In the above equation, t is the original image, and r is the reconstructed image. I and j denote the image indices, with the image size being M × N. \({t}_{avg}\) represents the average value of all pixels in the original image. Among the above indicators, NMSD represents the degree of deviation between the reconstructed image and the original image. NAAD represents the absolute deviation between the reconstructed image and the original image. WCCD represents the maximum error magnitude between the reconstructed image and the original image. The results of the proposed algorithm and the standard OSEM algorithm for various indicators in the ROI are shown in Table 2.

Table 2 Comparison of deviation in reconstruction process between proposed algorithm and standard OSEM algorithm.

The reconstruction precision of the liver part was improved by using the ROI reconstruction results as prior knowledge. As shown in Fig. 12b, although the liver part was still not reconstructed, a blurred shape was presented compared to the OSEM algorithm. The data in Table 2, combined with Fig. 12c, shows that adding median filtering in the iteration process improved the reconstruction quality of the ROI.

Figure 12 shows the reconstruction results at each stage of the proposed algorithm, and the improvement compared to the standard OSEM algorithm is quite clear. The pseudo-edge around the ROI has been reduced by comparing Fig. 12c,d. In Fig. 12d, there is a blurred edge in the lower right corner of the heart due to insufficient scan sampling, which is much more explicit in Fig. 12c. A more intuitive comparison can be seen in the residual image shown in Fig. 13.

Figure 13
figure 13

Residual images of the proposed algorithm (a) and the standard OSEM algorithm (b).

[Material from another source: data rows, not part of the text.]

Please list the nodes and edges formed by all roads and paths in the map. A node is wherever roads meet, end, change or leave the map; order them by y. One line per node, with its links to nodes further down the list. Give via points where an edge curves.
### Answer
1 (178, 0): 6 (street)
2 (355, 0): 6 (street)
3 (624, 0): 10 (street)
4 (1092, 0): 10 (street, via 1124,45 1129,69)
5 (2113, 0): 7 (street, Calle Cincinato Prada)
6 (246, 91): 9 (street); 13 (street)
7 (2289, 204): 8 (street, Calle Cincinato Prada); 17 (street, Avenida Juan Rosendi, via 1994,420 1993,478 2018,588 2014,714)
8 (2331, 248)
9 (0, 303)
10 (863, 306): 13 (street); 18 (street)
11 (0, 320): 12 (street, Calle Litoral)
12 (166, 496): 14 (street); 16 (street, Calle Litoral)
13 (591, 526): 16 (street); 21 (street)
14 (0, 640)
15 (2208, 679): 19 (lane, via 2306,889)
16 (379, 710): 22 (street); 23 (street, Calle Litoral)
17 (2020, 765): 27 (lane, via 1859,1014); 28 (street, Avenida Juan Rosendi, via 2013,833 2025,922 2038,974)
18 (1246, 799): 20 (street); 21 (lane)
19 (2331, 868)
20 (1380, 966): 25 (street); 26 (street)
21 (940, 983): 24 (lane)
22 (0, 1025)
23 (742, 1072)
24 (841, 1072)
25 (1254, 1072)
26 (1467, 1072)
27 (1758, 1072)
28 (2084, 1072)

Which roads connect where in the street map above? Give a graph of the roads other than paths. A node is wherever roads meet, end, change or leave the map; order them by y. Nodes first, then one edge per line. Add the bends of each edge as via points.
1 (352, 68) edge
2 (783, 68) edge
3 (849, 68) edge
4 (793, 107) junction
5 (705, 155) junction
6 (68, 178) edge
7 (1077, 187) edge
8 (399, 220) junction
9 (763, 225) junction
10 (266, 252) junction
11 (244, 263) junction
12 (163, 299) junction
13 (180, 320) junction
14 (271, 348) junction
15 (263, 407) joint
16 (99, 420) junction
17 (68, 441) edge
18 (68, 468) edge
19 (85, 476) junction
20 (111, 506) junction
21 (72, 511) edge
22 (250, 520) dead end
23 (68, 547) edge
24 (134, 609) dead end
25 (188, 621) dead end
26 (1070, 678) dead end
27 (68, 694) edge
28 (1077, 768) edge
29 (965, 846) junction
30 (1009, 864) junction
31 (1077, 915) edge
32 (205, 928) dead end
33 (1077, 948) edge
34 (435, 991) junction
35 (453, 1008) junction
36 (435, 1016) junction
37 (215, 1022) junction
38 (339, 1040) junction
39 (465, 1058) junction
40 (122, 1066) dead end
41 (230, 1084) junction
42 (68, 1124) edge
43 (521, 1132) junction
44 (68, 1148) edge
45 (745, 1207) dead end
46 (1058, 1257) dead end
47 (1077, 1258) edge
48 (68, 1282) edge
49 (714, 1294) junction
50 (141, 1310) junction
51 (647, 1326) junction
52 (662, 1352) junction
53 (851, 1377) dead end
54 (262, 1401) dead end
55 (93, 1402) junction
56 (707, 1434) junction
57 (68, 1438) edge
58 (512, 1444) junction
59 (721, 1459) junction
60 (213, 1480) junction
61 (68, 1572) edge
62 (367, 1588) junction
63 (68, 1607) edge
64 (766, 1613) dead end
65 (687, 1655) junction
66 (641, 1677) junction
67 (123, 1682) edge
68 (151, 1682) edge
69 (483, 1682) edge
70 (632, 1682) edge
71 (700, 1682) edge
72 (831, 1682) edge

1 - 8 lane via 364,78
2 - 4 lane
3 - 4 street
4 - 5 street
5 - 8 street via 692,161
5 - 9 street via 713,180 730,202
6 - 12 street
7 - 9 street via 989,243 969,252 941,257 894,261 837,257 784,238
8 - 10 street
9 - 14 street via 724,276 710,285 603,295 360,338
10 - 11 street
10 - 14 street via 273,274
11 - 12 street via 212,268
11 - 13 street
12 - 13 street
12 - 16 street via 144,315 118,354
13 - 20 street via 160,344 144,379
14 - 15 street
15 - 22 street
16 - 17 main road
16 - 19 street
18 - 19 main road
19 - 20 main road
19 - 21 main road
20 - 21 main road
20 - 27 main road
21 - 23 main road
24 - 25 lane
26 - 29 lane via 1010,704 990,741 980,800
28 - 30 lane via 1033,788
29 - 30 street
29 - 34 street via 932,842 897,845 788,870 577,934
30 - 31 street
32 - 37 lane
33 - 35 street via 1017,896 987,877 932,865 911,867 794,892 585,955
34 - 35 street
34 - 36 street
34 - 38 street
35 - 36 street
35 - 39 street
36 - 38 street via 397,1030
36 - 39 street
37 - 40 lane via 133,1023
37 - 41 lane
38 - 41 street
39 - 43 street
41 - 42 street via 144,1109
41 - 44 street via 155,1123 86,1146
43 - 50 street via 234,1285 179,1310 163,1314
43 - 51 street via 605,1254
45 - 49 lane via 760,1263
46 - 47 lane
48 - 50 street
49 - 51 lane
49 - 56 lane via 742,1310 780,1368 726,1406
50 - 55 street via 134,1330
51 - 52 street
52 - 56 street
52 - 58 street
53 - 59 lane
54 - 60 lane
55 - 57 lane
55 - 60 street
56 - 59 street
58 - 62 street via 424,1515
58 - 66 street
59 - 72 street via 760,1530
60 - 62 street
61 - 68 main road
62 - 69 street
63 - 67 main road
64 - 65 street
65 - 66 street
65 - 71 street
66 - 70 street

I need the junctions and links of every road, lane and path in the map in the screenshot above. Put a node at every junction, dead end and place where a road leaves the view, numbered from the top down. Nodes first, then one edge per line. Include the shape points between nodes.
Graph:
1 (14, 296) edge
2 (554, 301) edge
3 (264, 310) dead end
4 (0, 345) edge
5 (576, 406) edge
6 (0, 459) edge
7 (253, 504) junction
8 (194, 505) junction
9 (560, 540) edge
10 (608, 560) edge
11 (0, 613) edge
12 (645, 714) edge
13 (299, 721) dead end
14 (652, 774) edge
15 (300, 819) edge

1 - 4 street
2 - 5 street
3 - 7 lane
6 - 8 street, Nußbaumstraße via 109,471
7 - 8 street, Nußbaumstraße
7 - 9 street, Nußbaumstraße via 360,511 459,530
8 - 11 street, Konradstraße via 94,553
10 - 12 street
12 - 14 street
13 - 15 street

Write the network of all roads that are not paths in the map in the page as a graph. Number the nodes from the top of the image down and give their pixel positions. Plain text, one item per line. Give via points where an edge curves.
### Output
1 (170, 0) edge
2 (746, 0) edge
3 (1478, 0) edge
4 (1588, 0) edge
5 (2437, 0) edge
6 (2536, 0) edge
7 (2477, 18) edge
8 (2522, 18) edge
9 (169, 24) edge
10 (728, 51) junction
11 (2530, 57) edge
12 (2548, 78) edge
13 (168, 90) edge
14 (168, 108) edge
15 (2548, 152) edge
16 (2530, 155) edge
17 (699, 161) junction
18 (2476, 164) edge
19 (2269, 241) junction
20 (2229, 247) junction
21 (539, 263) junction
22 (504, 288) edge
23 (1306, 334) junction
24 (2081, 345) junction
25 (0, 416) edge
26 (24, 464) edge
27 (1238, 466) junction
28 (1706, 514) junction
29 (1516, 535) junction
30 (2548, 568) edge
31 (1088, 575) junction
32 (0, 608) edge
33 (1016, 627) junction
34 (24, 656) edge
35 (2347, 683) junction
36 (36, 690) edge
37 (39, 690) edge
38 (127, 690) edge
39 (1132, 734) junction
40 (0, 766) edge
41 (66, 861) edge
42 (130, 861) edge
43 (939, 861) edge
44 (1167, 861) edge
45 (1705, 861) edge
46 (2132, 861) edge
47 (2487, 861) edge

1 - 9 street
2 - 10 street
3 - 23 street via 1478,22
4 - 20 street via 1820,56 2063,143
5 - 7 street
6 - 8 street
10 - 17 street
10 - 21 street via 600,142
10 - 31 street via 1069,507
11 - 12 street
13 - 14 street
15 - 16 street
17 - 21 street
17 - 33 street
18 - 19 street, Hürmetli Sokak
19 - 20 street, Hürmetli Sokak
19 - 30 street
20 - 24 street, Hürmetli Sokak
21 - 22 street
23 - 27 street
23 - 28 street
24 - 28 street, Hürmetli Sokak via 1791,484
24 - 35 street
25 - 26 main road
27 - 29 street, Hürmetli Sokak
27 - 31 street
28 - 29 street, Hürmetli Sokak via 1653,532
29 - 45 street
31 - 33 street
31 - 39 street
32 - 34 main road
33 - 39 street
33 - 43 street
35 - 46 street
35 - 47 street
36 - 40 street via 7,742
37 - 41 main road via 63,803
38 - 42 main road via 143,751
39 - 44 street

The residual image, which is the absolute difference between the reconstructed image and the original image, is shown in Fig. 13. As can be seen from Fig. 13, the proposed algorithm is almost consistent with the original image in the ROI, and only the outline of the edge region can be seen. This is a significant improvement compared to the standard OSEM algorithm. In addition, as shown in Fig. 13a, the points at 9 mm, 7 mm, and 5 mm are also hollow, and only the outline of the edge can be seen. This indicates that the proposed algorithm has achieved a resolution of 5 mm compared to the various points in Fig. 13b, which can also be seen in the original image. However, there is still a considerable difference in density.

Discussion

The simulation results demonstrate the superior performance of the proposed ME-SPECT system in SPECT imaging compared to traditional SPECT. ME-SPECT offers several advantages, including faster sampling speed with parallel data acquisition using eight detectors, shorter sampling time with the assistance of CT data, and higher resolution and spatial efficiency in the ROI despite abandoning whole-body scanning. The ME-SPECT system is comparable in size to small myocardial SPECT systems and integrates CT, providing body contour constraints, ROI information, and attenuation mapping matrices for improved reconstruction quality. As shown in Table 2, the proposed algorithm using CT information as prior knowledge exhibits a minor deviation from the original phantom than the standard OSEM algorithm and achieves spatial resolution close to the maximum value achievable with the collimator design. The combination of CT and SPECT in the ME-SPECT system structure offers further development opportunities.

Conclusion

In conclusion, we present a novel multi-detector parallel sampling ME-SPECT system that effectively improves the system's sensitivity, spatial resolution, and imaging speed. The ME-SPECT system exhibits a sensitivity close to two times that of traditional dual-head SPECT in regions near the heart. The integrated CT system provides SPECT heart position information for adjusting the direction and FOV of the slit-slat collimator and accurate attenuation mapping matrices. We proposed an algorithm that grounds in reciprocal prior knowledge of regions of interest (ROI) and non-ROI, effectively suppressing distortion and artifacts by utilizing the higher spatial resolution provided by multiple detector FOVs. Simulation experiments demonstrate that incorporating this method and providing constraints significantly improves imaging quality. Future work will explore the temporal resolution enhancement in myocardial SPECT/CT parallel sampling.